On the second day of the symposium, early-career researchers had the opportunity to present their research in front of the two guest professors and receive feedback. The presentations ranged widely over the theory and empirics of deliberative democracy, including recent mini-publics experiments conducted in Japan. Takashi Nakazawa, Associate Professor of Shizuoka University, reported on a study comparing face-to-face and online (partly conducted in text by an AI facilitator) mini-publics on the issue of nuclear power plants in Shizuoka Prefecture.
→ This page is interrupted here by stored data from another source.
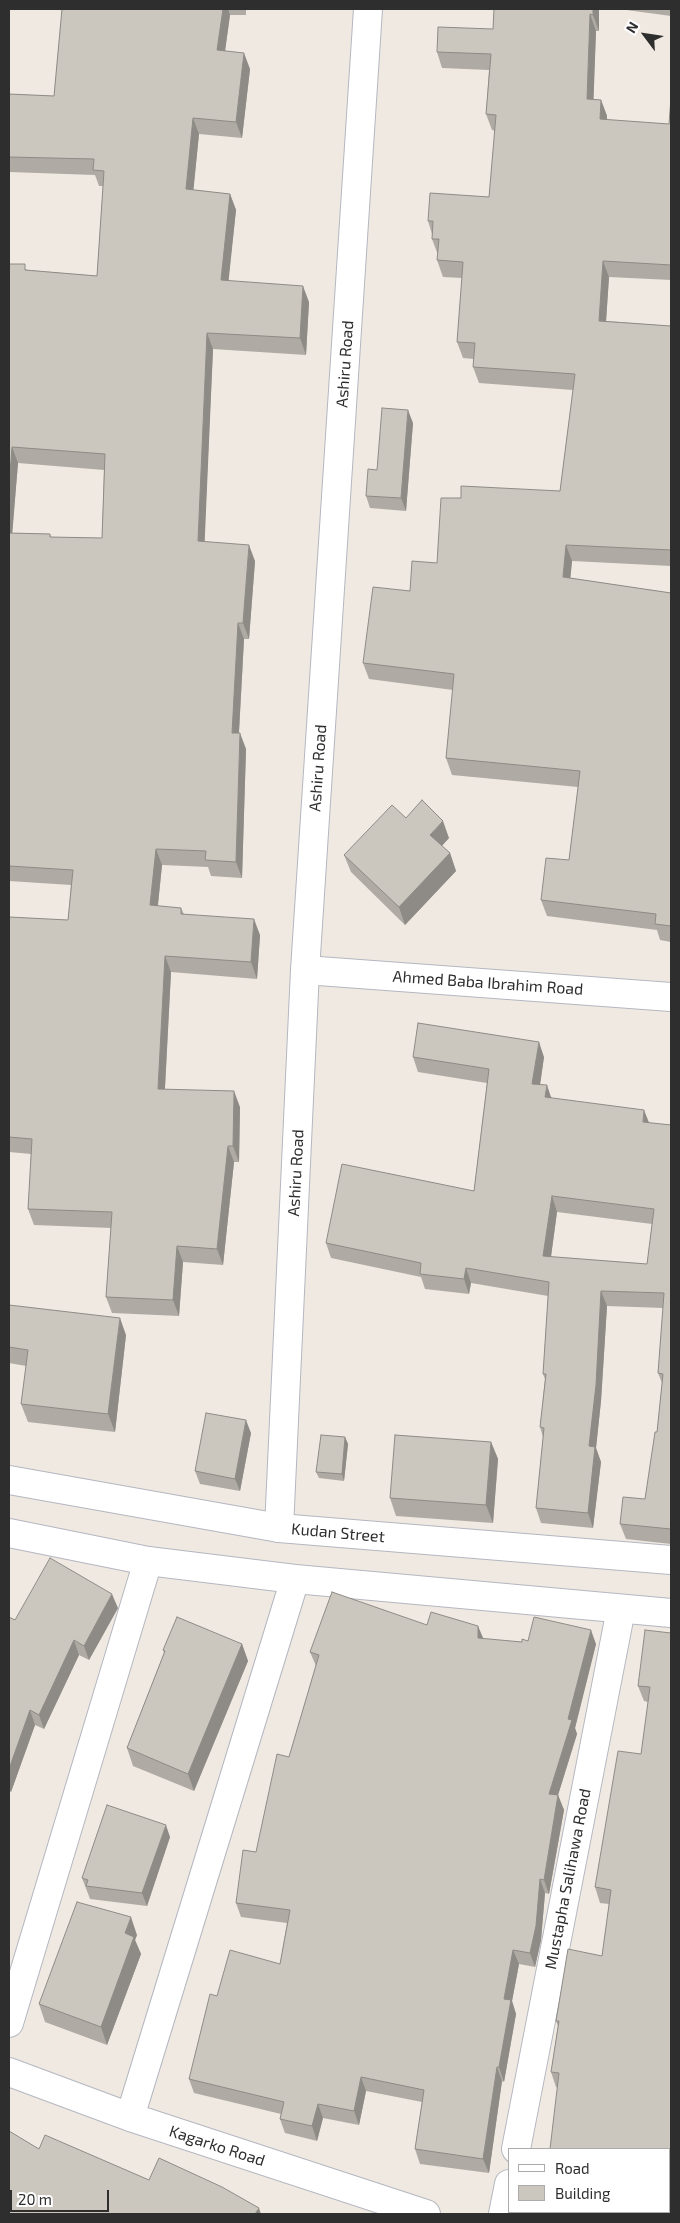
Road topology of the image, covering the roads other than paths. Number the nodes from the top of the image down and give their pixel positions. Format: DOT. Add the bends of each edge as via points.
graph roads {
  1 [pos="368,9"];
  2 [pos="305,970"];
  3 [pos="671,997"];
  4 [pos="9,1480"];
  5 [pos="279,1528"];
  6 [pos="9,1533"];
  7 [pos="671,1560"];
  8 [pos="148,1561"];
  9 [pos="295,1579"];
  10 [pos="621,1609"];
  11 [pos="671,1613"];
  12 [pos="9,2024"];
  13 [pos="9,2072"];
  14 [pos="130,2117"];
  15 [pos="516,2148"];
  16 [pos="508,2189"];
  17 [pos="426,2214"];
  18 [pos="503,2214"];
  1 -- 2 [label="street, Ashiru Road"];
  2 -- 3 [label="street, Ahmed Baba Ibrahim Road"];
  2 -- 5 [label="street, Ashiru Road"];
  4 -- 5 [label="street, Kudan Street"];
  5 -- 7 [label="street, Kudan Street"];
  6 -- 8 [label="street"];
  8 -- 9 [label="street"];
  8 -- 12 [label="street"];
  9 -- 10 [label="street"];
  9 -- 14 [label="street"];
  10 -- 11 [label="street"];
  10 -- 15 [label="street, Mustapha Salihawa Road"];
  13 -- 14 [label="street, Kagarko Road"];
  14 -- 17 [label="street, Kagarko Road"];
  16 -- 18 [label="street"];
}
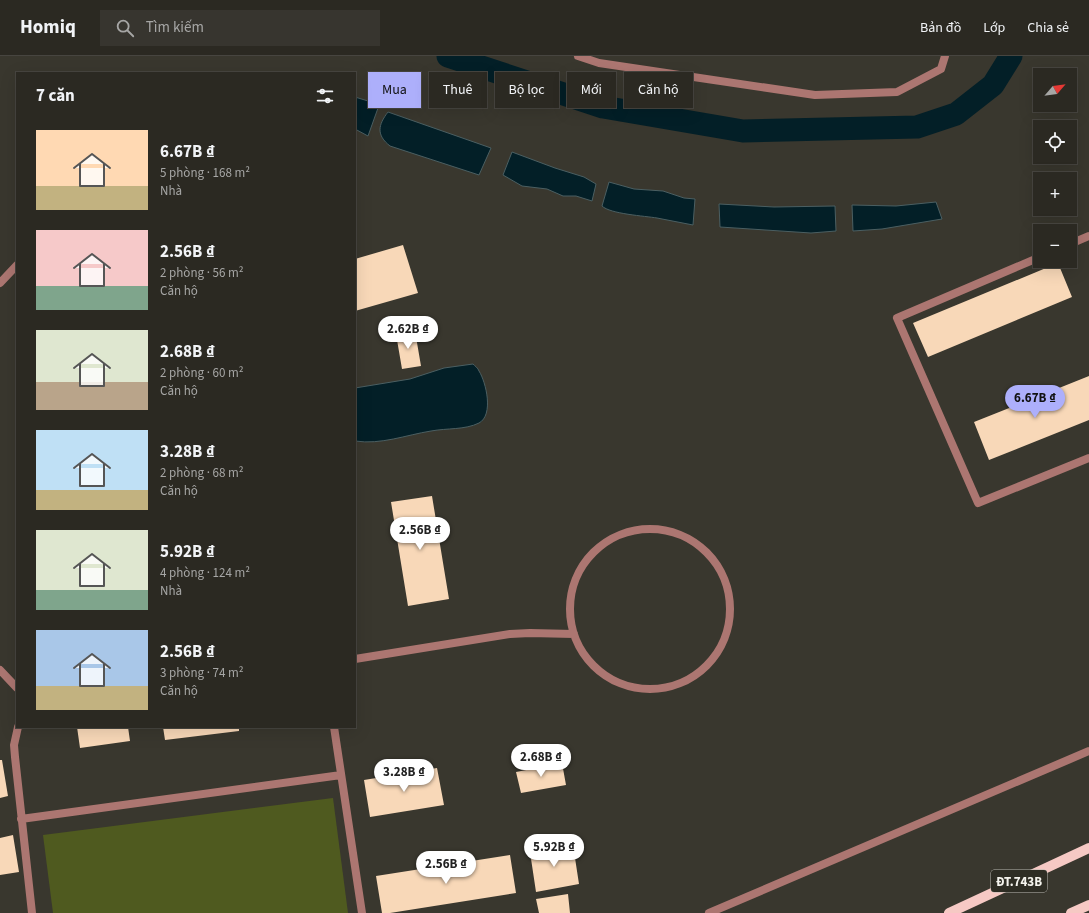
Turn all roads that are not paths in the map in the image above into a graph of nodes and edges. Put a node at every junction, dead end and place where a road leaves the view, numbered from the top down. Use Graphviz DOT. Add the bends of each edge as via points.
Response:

From Waseda University, Hun Chung, Associate Professor at the Faculty of Political Science and Economics, gave a talk on the formal theory of deliberative democracy, which proved that constructive discussions and debates where preferences are manifest are desirable deliberation styles (based on a paper recently published in American Political Science Review). Also, Airo Hino, Professor at the Faculty of Political Science and Economics; Tomoya Yokoyama, Associate Professor of Kanazawa University; Kohei Tabei, a doctoral student in the Graduate School of Political Science; and Kento Hara, a senior-year undergraduate student in the School of Political Science and Economics presented results from a large-scale project on mini-publics on the issue of foreign labour held in 2016 in Shizuoka Prefecture (headed by the Principal Investigator Aiji Tanaka, the President of Waseda University and the former President of International Political Science Association). Professors Grönlund and Bächtiger kindly read the papers and presentation materials in advance and gave a great deal of valuable feedback and suggestions for each of the presentations.